ASSIGNMENT → Write exactly, with no line omitted or added, the span beginning at the line that holds "Build a routing" and ending at the last line of the records.

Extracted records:
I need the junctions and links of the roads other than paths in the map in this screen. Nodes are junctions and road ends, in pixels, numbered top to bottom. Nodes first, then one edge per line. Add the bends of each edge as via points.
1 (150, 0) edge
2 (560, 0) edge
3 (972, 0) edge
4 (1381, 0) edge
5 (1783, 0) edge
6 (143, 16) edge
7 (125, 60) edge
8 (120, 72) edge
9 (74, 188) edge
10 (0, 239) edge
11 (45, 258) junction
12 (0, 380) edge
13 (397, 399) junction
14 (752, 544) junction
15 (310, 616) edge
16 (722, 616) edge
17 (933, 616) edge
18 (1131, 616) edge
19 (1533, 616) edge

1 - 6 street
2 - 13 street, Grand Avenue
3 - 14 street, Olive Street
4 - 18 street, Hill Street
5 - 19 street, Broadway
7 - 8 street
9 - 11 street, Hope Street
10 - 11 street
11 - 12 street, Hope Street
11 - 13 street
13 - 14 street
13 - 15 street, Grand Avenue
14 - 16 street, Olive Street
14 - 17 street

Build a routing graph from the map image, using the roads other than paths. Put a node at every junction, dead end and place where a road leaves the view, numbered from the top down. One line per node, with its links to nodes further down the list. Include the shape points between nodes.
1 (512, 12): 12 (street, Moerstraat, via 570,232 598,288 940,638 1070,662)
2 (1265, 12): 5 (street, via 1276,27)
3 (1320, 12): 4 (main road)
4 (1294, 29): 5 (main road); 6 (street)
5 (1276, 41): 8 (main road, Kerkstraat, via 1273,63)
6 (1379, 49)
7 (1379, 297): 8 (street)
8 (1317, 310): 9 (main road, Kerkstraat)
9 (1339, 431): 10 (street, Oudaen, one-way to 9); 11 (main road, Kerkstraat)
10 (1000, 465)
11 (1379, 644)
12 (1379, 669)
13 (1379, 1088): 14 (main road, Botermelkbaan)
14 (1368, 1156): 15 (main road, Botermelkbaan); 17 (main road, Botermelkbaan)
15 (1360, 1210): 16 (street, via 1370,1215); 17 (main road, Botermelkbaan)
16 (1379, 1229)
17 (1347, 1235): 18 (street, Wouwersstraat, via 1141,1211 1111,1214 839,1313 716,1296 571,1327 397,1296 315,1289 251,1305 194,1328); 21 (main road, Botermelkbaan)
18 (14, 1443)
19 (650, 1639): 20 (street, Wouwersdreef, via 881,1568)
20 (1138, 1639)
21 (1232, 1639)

WRITTEN REPLY →
Build a routing graph from the map image, using the roads other than paths. Put a node at every junction, dead end and place where a road leaves the view, numbered from the top down. One line per node, with its links to nodes further down the list. Include the shape points between nodes.
1 (512, 12): 12 (street, Moerstraat, via 570,232 598,288 940,638 1070,662)
2 (1265, 12): 5 (street, via 1276,27)
3 (1320, 12): 4 (main road)
4 (1294, 29): 5 (main road); 6 (street)
5 (1276, 41): 8 (main road, Kerkstraat, via 1273,63)
6 (1379, 49)
7 (1379, 297): 8 (street)
8 (1317, 310): 9 (main road, Kerkstraat)
9 (1339, 431): 10 (street, Oudaen, one-way to 9); 11 (main road, Kerkstraat)
10 (1000, 465)
11 (1379, 644)
12 (1379, 669)
13 (1379, 1088): 14 (main road, Botermelkbaan)
14 (1368, 1156): 15 (main road, Botermelkbaan); 17 (main road, Botermelkbaan)
15 (1360, 1210): 16 (street, via 1370,1215); 17 (main road, Botermelkbaan)
16 (1379, 1229)
17 (1347, 1235): 18 (street, Wouwersstraat, via 1141,1211 1111,1214 839,1313 716,1296 571,1327 397,1296 315,1289 251,1305 194,1328); 21 (main road, Botermelkbaan)
18 (14, 1443)
19 (650, 1639): 20 (street, Wouwersdreef, via 881,1568)
20 (1138, 1639)
21 (1232, 1639)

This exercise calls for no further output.